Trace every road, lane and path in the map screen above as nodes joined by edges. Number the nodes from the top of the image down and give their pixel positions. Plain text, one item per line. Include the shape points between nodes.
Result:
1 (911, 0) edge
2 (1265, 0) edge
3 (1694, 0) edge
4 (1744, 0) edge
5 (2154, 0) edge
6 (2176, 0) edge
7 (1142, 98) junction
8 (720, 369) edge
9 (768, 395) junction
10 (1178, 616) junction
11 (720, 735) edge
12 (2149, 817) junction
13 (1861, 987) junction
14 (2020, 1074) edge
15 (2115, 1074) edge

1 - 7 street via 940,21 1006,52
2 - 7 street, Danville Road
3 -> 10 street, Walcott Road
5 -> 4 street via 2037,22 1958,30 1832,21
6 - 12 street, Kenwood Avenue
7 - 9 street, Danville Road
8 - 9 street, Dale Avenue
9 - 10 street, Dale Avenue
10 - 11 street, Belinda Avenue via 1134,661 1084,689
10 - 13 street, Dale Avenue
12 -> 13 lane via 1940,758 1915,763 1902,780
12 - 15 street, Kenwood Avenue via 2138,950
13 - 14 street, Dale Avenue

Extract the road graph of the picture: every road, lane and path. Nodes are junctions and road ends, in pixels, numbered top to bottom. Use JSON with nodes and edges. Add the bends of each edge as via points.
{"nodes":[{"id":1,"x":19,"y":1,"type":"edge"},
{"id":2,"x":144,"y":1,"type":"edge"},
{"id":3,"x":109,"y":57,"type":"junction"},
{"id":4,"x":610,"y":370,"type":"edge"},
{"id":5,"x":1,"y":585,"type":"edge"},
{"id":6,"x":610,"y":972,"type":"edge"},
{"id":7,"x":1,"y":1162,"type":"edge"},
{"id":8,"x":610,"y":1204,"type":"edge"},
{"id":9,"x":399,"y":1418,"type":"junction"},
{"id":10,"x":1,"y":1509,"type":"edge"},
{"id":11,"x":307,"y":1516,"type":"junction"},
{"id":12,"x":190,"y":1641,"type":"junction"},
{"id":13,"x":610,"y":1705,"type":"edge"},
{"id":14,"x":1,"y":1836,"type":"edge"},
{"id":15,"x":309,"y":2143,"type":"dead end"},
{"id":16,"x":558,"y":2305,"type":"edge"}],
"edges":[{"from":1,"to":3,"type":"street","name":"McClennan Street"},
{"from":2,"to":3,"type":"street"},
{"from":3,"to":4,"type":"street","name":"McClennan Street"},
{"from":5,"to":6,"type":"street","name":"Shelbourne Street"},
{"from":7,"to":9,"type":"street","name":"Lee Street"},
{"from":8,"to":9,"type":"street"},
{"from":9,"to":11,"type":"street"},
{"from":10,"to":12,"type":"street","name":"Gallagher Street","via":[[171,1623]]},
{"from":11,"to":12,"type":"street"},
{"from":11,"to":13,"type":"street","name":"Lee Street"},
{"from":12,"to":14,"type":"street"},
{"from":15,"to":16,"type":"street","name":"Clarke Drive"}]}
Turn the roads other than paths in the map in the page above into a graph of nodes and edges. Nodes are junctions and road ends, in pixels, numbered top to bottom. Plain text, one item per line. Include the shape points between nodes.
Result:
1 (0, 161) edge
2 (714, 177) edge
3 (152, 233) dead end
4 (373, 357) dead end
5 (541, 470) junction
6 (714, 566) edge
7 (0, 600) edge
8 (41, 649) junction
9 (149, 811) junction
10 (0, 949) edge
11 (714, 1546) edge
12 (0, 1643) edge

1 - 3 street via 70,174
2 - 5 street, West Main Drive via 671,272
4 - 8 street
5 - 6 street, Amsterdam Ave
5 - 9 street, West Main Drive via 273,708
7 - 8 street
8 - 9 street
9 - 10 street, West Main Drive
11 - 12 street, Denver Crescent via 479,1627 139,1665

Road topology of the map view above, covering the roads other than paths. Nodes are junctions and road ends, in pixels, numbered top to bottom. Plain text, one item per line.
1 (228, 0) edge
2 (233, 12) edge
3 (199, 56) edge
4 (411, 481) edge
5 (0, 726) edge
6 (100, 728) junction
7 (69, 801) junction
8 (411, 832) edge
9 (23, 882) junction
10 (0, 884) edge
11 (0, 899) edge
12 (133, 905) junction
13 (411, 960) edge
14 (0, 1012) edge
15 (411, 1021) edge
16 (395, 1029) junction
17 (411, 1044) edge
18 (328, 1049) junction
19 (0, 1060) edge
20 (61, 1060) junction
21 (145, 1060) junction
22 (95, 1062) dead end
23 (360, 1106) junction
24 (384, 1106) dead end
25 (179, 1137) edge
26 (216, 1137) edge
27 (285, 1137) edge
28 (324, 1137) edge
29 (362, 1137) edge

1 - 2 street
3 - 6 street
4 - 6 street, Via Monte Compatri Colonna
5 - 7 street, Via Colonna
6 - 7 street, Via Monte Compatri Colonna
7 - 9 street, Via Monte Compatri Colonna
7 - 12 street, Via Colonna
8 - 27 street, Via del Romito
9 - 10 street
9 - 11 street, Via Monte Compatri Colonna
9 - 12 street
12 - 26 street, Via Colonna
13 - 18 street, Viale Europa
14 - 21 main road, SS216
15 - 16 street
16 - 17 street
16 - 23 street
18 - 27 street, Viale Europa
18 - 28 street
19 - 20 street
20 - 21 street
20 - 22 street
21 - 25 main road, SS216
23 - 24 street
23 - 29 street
§ §
_Work order_.
Among the records above, how many lines contain the word "Include"? Answer with the number by itself.

_Problem solution_.
2